Not many large-scale, permanent bridges were built in ancient Mesopotamia, partly because supplies of stone and timber were fairly scarce on the Mesopotamian plains. Also, the Tigris and Euphrates rivers tended to shift their courses from time to time, rendering permanent bridges obsolete. As a rule, people forded rivers by using rafts and small boats as ferries. Or sometimes pontoon bridges, temporary structures made by laying boards across rows of boats, were constructed. These were especially useful for moving armies across waterways, as in the case of the bridge of boats erected by Persia’s King Xerxes I to get his men across the Hellespont on the way to invade Greece in 480 B. C.



Nevertheless, a few major, permanent bridges were built in ancient Mesopotamia. One, erected by King Nabopolassar circa 600 b. c. across the Euphrates in Babylon, is the oldest-known large-scale, permanent bridge in the world. The Greek historian Herodotus, who saw this bridge when he visited Babylon in the fifth century b. c., describes its construction:



[The builder] ordered long stone blocks to be cut, and when they were ready. . . diverted the river into [a pre-dug] basin. And while the. . . original bed of the stream was drying up, [the builder erected] an embankment on each side of the water’s edge . .. then built a bridge over the river with the blocks of stone which had been prepared, using iron and lead [clamps] to bind the blocks together. Between the piers [vertical supports] of the bridge, squared lengths of timber [were] laid down for the inhabitants to cross by. . . . Finally, when the... bridge [was] finished, the river was brought back into its original bed. (Histories 1.186)



The remains of this impressive structure have been excavated and reveal that it was 380 feet (115m) long and rested on seven massive stone piers. The engineering was sound enough that the bridge was still in use at least six hundred years later, when another Greek historian, Diodorus Siculus, saw it.
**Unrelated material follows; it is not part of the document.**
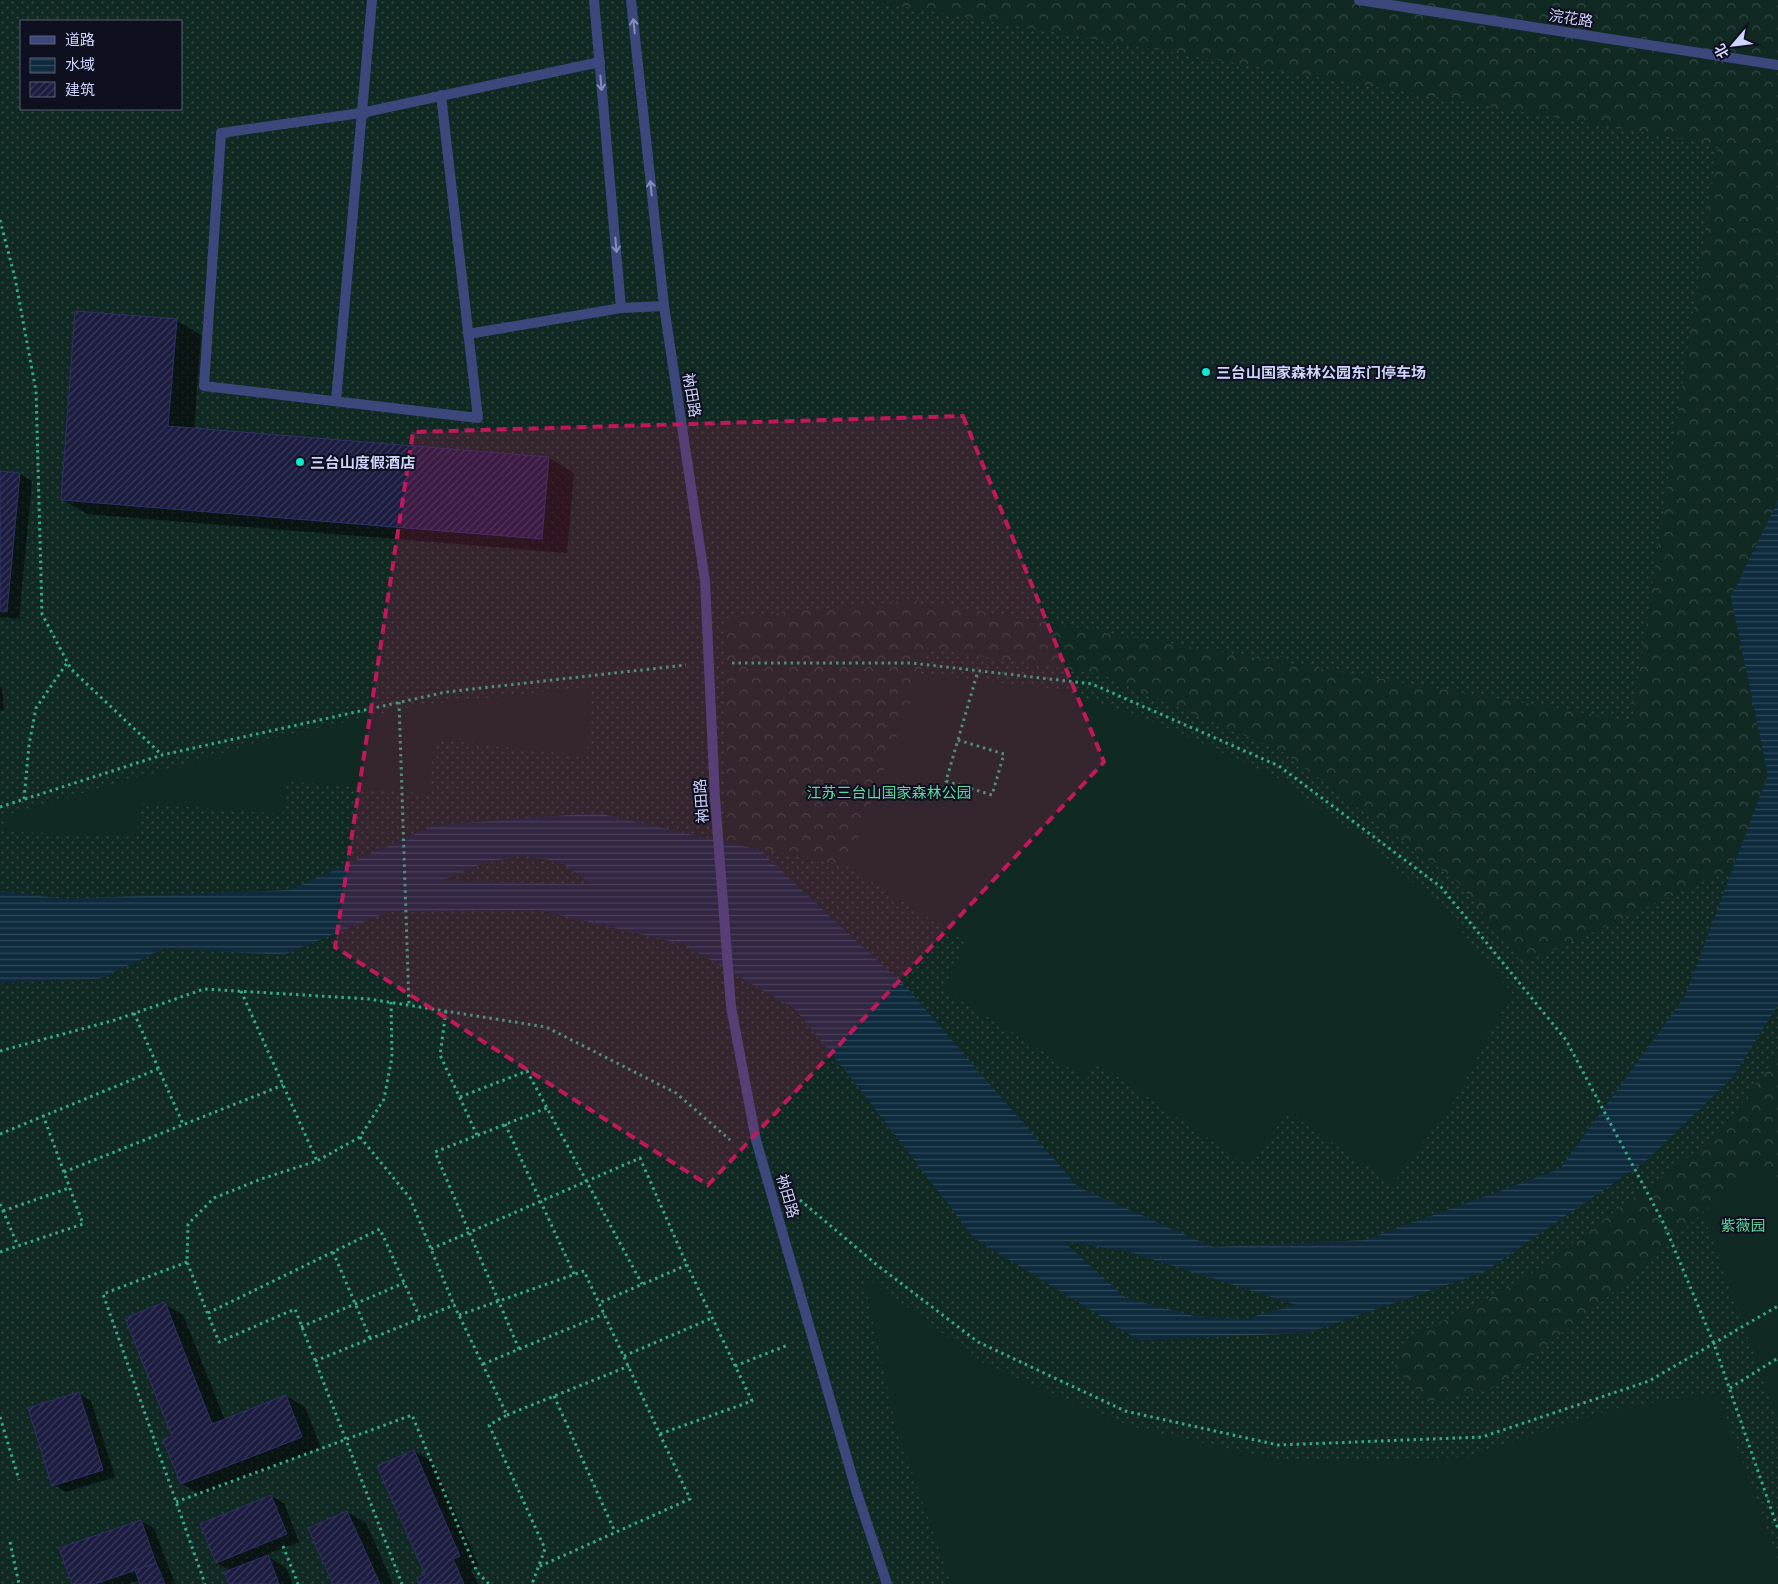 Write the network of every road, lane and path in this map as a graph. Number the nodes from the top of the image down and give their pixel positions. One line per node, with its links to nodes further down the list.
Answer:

Another noteworthy Mesopotamian bridge was one built by the Assyrian king Sennacherib to carry the water channel of an aqueduct across a stream. Located at Jerwan, north of Nineveh, the bridge was some 90 feet (27m) long and 30 feet (9m) high and rested on five stone arches made of stone blocks measuring 20 inches (51cm) on a side. The king’s inaugural inscription can still be read, proclaiming, in part, “I caused a canal to be dug to the meadows of Nineveh. I spanned a bridge of white stone blocks. These waters I caused to pass over it.”